The standard route for making isobutylamine starts with isobutylene. Through a hydroamination reaction, the isobutylene picks up an ammonia molecule with the help of catalysts, often transitioning metals. Some producers go another way and hydrogenate isobutyronitrile—this approach also creates few unwanted by-products. Both techniques offer reliable scaling for industrial operators who need to churn out tons for big batches of herbicides or specialty chemicals. Using these streamlined processes, manufacturers can keep costs in check without sacrificing the purity that downstream users need.
Isobutylamine jumps into a broad class of organic reactions. In the lab, it acylates smoothly, forming amides, or undergoes alkylation to extend its carbon skeleton. One reaction that I’ve leaned on involves producing Schiff bases—condensing isobutylamine with aldehydes opens doors in medicinal chemistry research. For chemists building larger, more complex molecules, its amine group offers a starting point for making isocyanates and ureas. This adaptability helps manufacturers design new drugs, pesticides, or dyes with time-tested procedures and familiar equipment.
You’ll see isobutylamine pop up in catalogs as 2-methyl-1-propanamine, isobutan-1-amine, or simply IBA. Sometimes suppliers slip in “UN1992” for regulatory or shipping needs, but most chemists stick to the main label. These alternate names can trip up beginners, but a quick cross-check using CAS numbers keeps projects on track and avoids costly mix-ups.
Anyone working with isobutylamine must respect its hazards. The compound’s volatility and flammability present a real risk in typical lab and plant settings. Spilled isobutylamine evaporates fast, so good ventilation stands as a basic requirement. Eye, hand, and face protection become non-negotiable, based on my own stinging eyes after an early slip-up with a leaky flask. Regulations from OSHA, GHS labels, and European REACH guidelines spell out the same story: keep the stuff away from open flames and avoid breathing vapors. Industry standards also require tightly closed storage in metal or HDPE containers, with spill kits and emergency showers nearby.

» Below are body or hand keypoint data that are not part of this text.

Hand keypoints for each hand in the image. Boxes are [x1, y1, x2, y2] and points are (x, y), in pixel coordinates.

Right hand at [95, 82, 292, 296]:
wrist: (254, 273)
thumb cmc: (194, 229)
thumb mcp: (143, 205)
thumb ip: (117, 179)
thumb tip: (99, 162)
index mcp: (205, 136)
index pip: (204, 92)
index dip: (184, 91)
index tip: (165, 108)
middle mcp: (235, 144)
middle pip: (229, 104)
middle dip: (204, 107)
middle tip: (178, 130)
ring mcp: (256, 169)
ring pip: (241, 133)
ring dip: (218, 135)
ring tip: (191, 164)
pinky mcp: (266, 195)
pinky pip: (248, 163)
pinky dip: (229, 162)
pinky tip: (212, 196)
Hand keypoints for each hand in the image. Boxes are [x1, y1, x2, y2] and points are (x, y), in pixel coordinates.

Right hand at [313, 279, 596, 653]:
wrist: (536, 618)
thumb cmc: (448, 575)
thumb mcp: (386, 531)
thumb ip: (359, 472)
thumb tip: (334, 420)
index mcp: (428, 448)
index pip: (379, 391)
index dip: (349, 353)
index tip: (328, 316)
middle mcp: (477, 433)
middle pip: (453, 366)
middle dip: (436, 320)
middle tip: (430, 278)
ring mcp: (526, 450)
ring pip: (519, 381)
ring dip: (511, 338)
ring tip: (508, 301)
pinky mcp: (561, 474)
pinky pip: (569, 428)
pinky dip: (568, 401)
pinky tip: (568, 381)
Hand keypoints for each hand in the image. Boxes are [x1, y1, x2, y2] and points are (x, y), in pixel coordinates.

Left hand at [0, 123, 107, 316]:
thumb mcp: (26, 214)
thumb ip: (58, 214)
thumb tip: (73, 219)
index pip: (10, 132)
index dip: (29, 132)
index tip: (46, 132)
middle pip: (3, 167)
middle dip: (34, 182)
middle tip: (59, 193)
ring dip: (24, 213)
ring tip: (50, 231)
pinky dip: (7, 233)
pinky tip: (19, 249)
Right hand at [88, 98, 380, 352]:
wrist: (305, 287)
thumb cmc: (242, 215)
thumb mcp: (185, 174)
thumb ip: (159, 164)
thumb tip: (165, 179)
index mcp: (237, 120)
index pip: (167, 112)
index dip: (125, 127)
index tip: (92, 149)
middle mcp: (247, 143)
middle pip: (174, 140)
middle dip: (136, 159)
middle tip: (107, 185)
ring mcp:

Isobutylamine rose to prominence in the green revolution, supporting the synthesis of crop-protection compounds like herbicides and fungicides. Agriculture soaks up a significant chunk of annual output, as new and old formulations build on the reactivity of this amine. Pharmaceutical makers rely on isobutylamine as a stepping stone for making cardiovascular, antiviral, and anticancer drugs. Even rubber chemicals, corrosion inhibitors, and dyes start with a hit of isobutylamine. Over the years, its flexibility has allowed manufacturers to meet tighter environmental and efficiency standards, sometimes swapping more hazardous amine precursors for isobutylamine-based solutions.
Labs across the globe keep looking for better, safer, and more selective reactions using isobutylamine. Formulation scientists want new derivatives for slow-release pesticides, while biotech teams explore amine-containing building blocks for bioactive molecules. I’ve seen research groups check if isobutylamine can open doors to new antibiotics or break down into biodegradable agricultural additives. Innovation cycles feed off improved catalytic systems that push yields higher and trim down waste, with green chemistry teams getting closer to full atom-efficiency in many pilot-scale runs.

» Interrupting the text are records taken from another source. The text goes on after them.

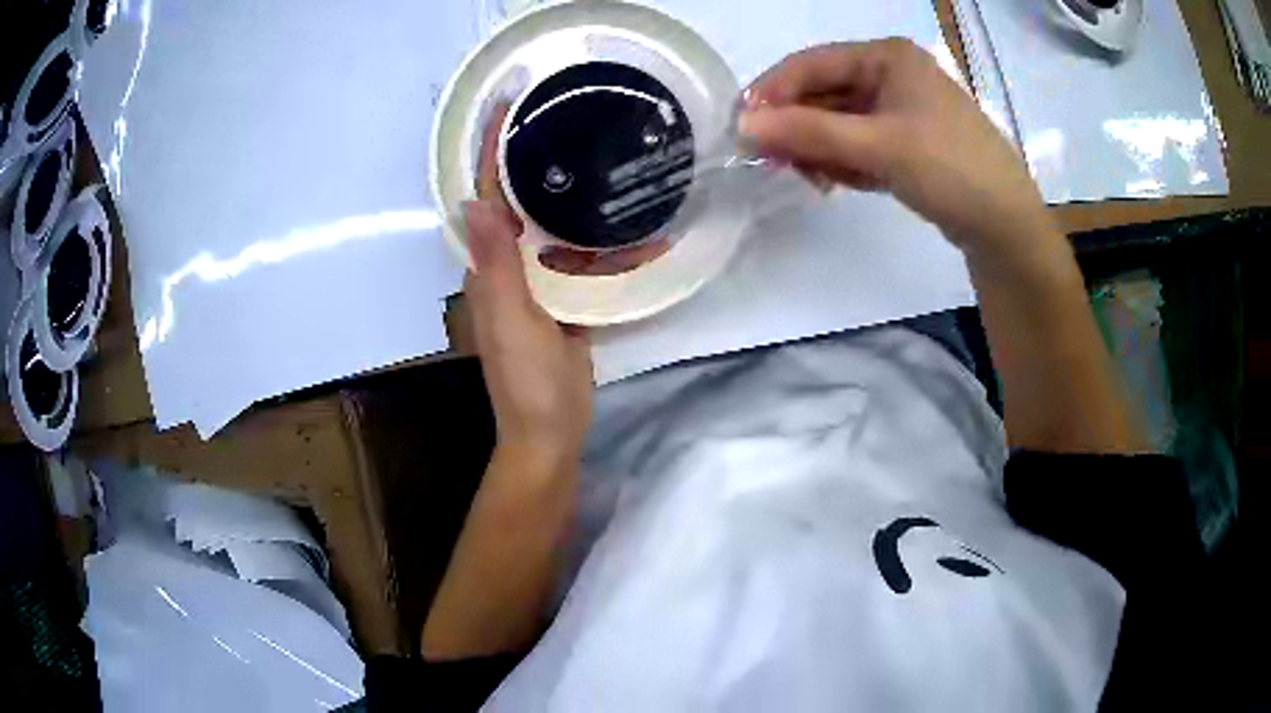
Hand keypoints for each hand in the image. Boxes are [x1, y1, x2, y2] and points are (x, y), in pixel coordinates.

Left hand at [466, 108, 593, 463]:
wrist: (551, 433)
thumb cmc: (530, 384)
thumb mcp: (515, 324)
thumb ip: (497, 268)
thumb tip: (471, 202)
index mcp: (488, 269)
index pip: (485, 197)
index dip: (490, 152)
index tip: (507, 105)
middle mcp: (506, 267)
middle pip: (512, 202)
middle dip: (525, 157)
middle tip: (556, 112)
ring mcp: (536, 282)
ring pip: (544, 225)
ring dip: (562, 189)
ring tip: (592, 148)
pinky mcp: (563, 298)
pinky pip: (573, 254)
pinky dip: (592, 235)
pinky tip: (620, 217)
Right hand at [738, 39, 1053, 259]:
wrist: (1007, 227)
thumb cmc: (950, 169)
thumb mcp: (878, 146)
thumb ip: (809, 132)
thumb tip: (741, 126)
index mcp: (887, 57)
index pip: (812, 64)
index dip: (773, 93)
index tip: (741, 129)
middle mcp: (891, 75)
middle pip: (824, 94)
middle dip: (799, 129)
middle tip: (774, 164)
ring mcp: (901, 110)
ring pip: (839, 123)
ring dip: (820, 150)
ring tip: (817, 181)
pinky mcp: (907, 143)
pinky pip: (859, 144)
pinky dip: (845, 163)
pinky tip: (842, 184)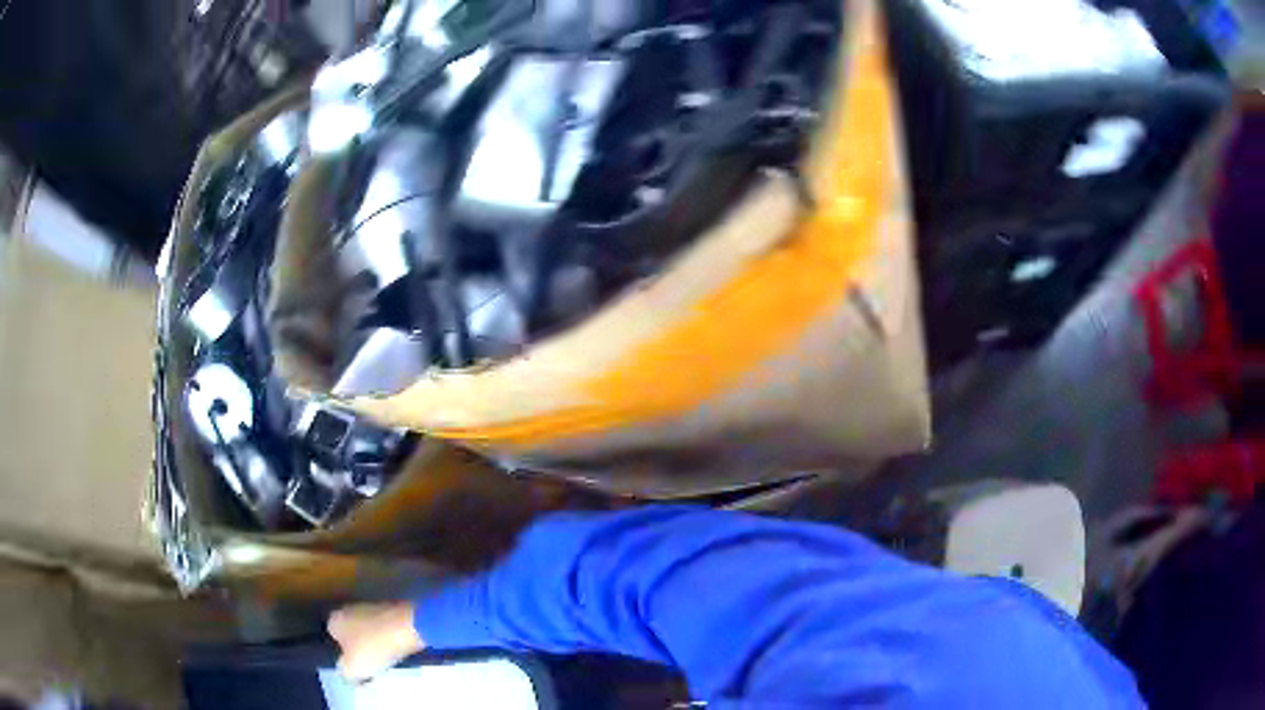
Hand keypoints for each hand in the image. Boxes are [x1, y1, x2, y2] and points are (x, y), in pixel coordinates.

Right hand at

Isobutylamine doesn’t enjoy a blank check for wide use. Inhalation irritates the respiratory system and, like many low-molecular-weight amines, can sensitize skin when splashed. Animal studies highlight nervous system impacts and the need for care in waste handling. Regulators look for low chronic toxicity, but safety studies indicate a real risk with uncontrolled use, pushing industry to adopt strong containment and ventilation standards. In my own labs, detection tubes and continuous gas monitors caught leaks before they could hit dangerous levels, reducing exposure risk.
Going forward, isobutylamine sits poised for even greater importance. Demand for precision agriculture drives a search for selective herbicides and fungicides that spare beneficial insects and reduce environmental load. Pharmaceutical researchers see the value in its branching, which can confer desirable properties onto new drug scaffolds. Advances in reactor technology, including flow chemistry, promise safer and greener production lines. Environmental scientists and regulatory bodies keep pushing for tighter emissions and improved degradability of amine intermediates, steering R&D teams to chase new catalysts and safer derivatives. There’s growing interest in renewable starting materials, hinting that biobased isobutylamine might finally make the leap from small-batch curiosity to commercial reality.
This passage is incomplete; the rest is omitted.